What to do — For the entries below, state how many lines contain the word "dead" and add nothing else.

***** Information provided *****

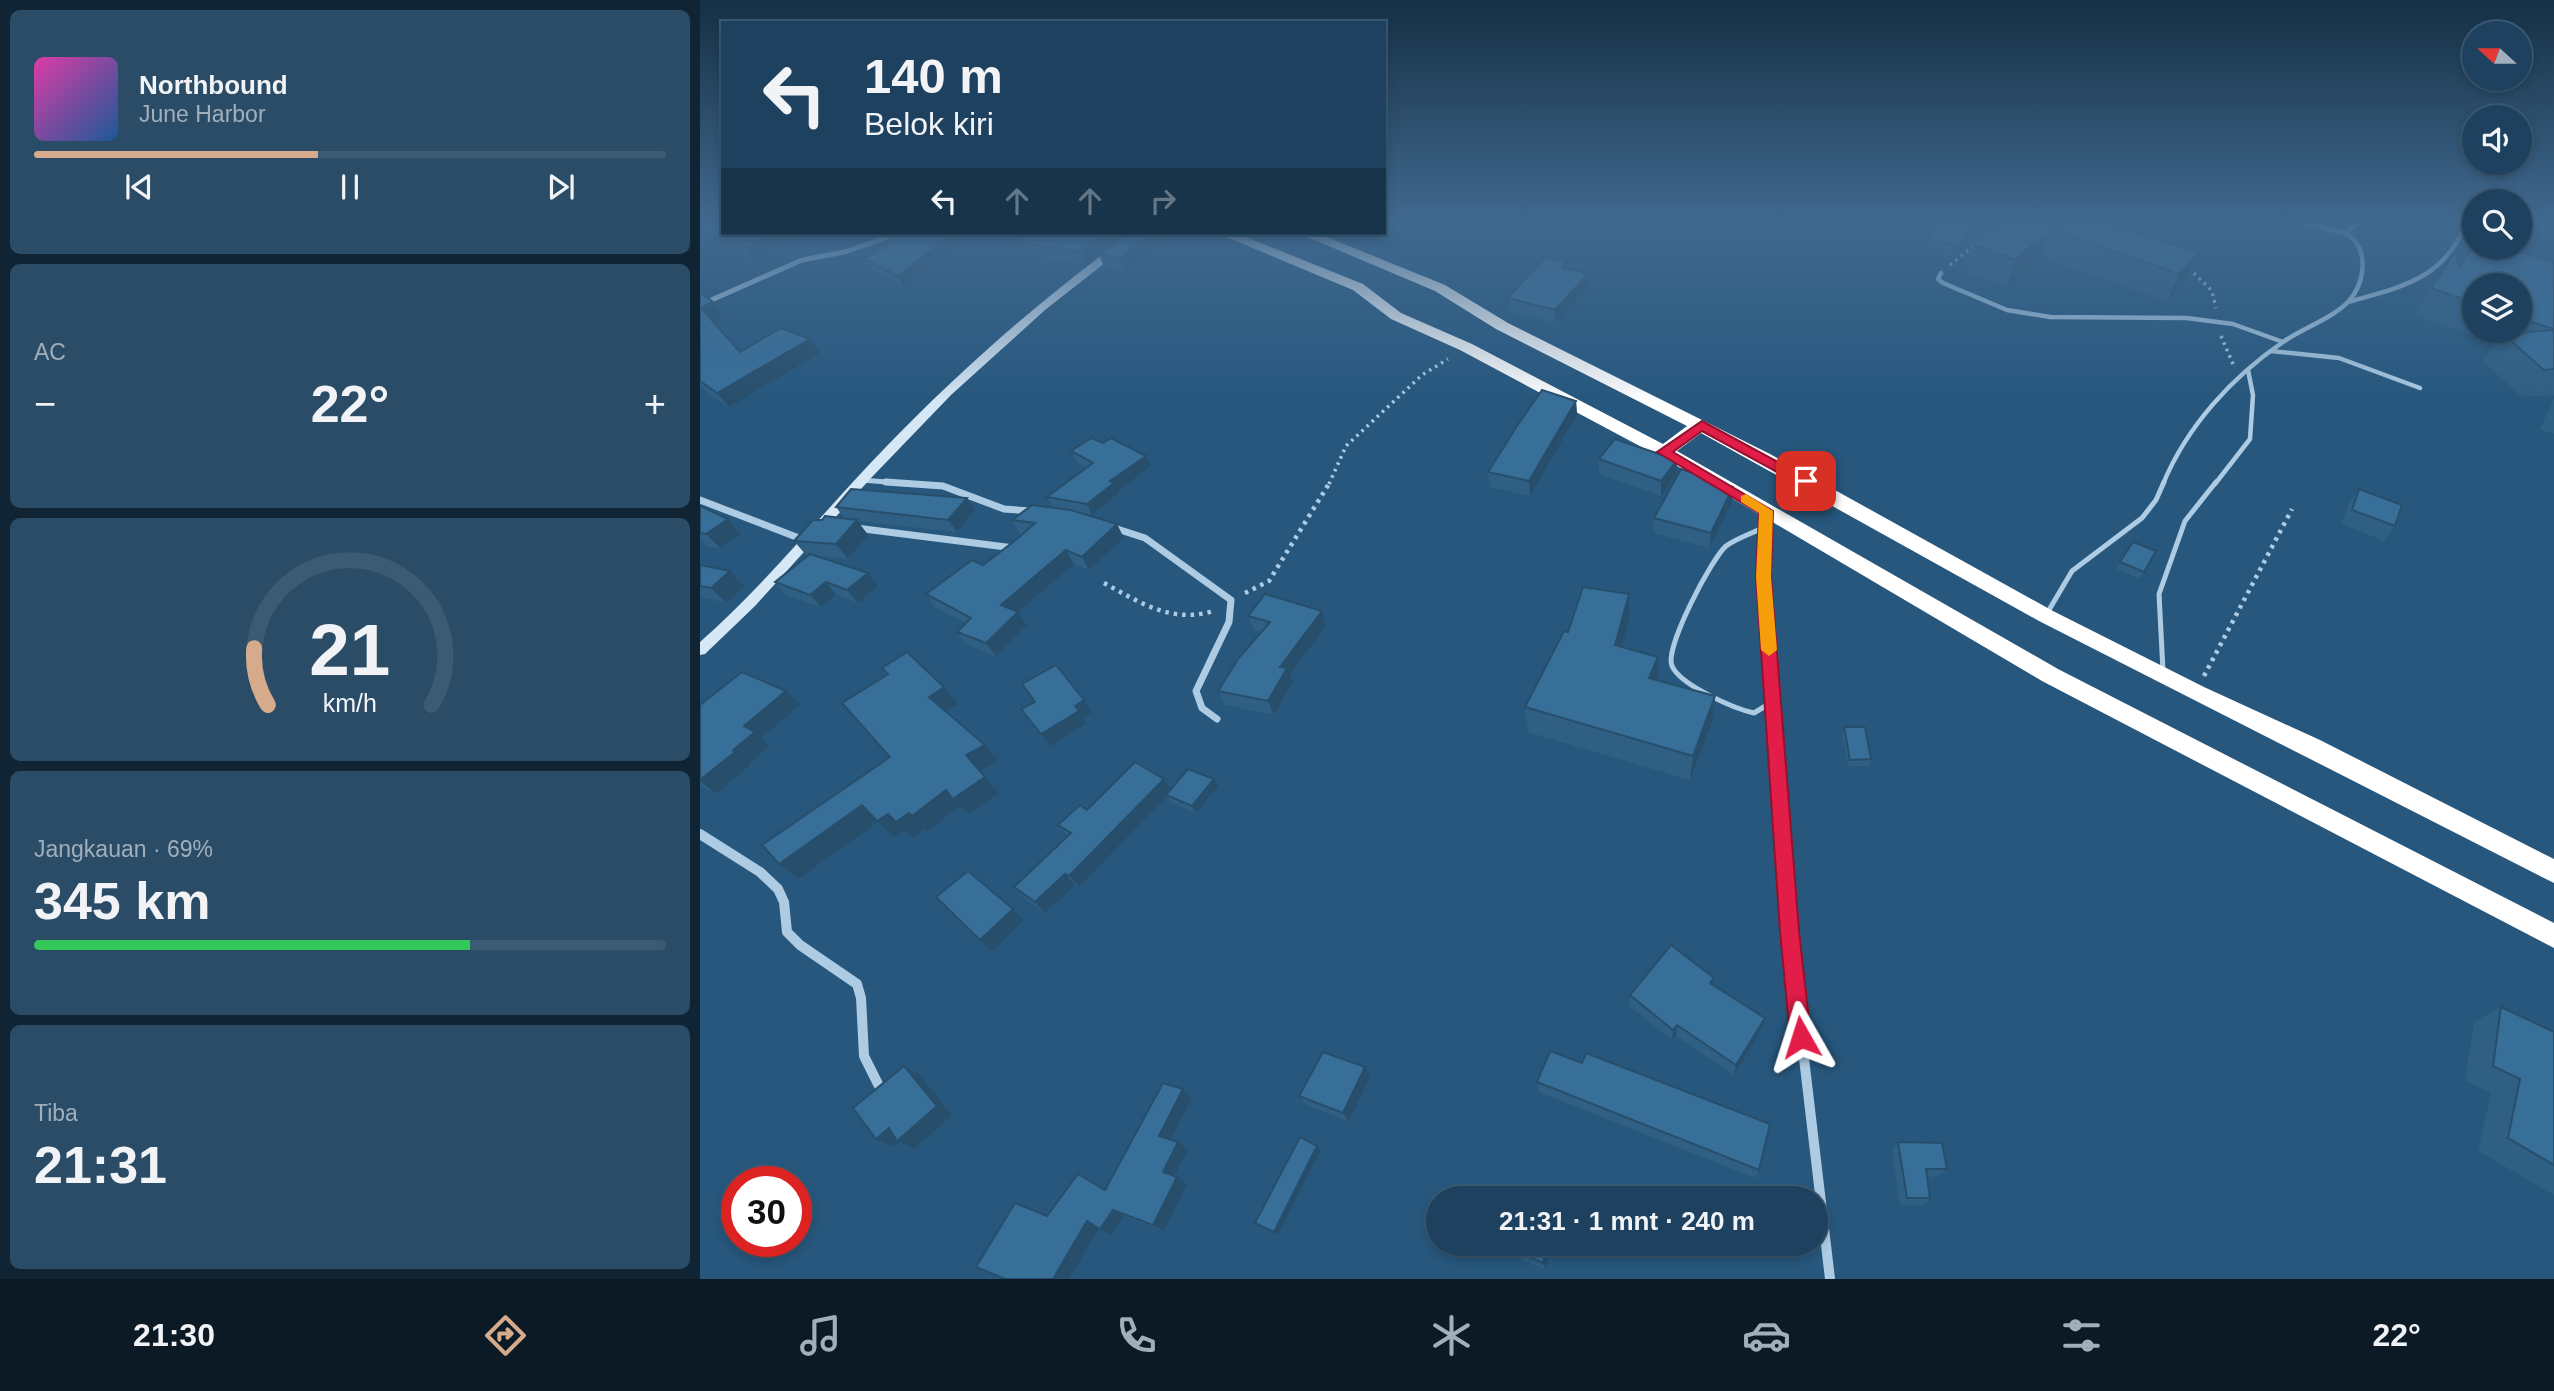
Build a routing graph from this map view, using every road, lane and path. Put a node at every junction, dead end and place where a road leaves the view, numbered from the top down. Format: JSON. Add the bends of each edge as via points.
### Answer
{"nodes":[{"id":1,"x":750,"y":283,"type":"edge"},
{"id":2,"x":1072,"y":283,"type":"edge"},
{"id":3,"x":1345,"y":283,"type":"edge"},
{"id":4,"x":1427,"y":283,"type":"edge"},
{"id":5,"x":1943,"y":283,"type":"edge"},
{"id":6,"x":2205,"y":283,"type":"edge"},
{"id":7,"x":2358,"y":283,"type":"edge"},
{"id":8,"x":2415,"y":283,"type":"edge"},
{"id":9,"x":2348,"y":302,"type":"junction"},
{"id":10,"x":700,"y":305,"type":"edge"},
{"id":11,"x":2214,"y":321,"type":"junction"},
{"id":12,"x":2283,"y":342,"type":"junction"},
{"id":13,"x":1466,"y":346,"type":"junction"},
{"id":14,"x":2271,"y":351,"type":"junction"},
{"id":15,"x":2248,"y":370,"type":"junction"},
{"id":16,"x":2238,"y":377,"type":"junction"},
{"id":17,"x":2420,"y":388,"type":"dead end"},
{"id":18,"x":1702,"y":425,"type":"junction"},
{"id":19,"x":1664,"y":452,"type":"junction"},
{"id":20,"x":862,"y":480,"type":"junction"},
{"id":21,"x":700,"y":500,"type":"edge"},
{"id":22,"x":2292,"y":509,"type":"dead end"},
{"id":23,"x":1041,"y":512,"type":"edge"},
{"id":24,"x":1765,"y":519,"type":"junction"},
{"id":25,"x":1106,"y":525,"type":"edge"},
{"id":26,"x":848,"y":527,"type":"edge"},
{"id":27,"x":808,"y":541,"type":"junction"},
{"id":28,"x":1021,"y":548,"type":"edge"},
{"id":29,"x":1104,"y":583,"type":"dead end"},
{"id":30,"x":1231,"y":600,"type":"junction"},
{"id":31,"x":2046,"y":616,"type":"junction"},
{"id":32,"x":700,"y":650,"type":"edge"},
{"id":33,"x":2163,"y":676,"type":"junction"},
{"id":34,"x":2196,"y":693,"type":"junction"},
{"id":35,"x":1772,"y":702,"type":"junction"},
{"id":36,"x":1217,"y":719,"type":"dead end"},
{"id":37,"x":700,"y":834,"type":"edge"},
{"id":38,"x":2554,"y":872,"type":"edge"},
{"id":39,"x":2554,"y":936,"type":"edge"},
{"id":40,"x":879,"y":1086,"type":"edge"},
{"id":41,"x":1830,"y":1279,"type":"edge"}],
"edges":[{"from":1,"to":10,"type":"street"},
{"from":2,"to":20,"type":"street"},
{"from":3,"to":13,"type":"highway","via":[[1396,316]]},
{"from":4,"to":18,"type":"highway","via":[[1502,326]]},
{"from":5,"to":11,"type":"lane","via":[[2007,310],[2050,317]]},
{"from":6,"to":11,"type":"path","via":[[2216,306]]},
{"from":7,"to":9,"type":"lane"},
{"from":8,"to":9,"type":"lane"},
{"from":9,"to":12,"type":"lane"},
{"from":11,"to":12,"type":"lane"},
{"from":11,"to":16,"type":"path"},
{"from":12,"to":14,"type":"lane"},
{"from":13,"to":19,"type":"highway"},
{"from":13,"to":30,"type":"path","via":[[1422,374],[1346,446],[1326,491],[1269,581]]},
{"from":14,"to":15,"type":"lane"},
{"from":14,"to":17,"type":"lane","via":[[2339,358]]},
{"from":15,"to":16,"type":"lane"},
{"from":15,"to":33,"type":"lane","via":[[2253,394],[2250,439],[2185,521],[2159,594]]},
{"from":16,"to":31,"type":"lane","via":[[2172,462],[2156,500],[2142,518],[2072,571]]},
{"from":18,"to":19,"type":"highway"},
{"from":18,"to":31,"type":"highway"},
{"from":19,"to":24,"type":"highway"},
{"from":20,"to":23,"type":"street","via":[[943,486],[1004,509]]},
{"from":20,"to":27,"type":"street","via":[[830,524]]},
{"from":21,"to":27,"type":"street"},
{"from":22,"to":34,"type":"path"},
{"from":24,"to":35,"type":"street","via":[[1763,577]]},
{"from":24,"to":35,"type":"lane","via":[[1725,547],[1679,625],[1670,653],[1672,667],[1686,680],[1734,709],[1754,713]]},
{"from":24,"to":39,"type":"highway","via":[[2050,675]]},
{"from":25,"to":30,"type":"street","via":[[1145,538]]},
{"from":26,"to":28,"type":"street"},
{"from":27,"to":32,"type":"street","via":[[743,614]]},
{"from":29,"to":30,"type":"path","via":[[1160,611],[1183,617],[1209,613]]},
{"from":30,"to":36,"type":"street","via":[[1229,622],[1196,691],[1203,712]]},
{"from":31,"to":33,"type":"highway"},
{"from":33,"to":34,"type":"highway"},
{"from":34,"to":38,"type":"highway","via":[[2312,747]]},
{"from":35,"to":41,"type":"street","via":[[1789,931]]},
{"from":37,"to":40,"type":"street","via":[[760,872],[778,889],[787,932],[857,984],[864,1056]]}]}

*****

Result for this exercise — 5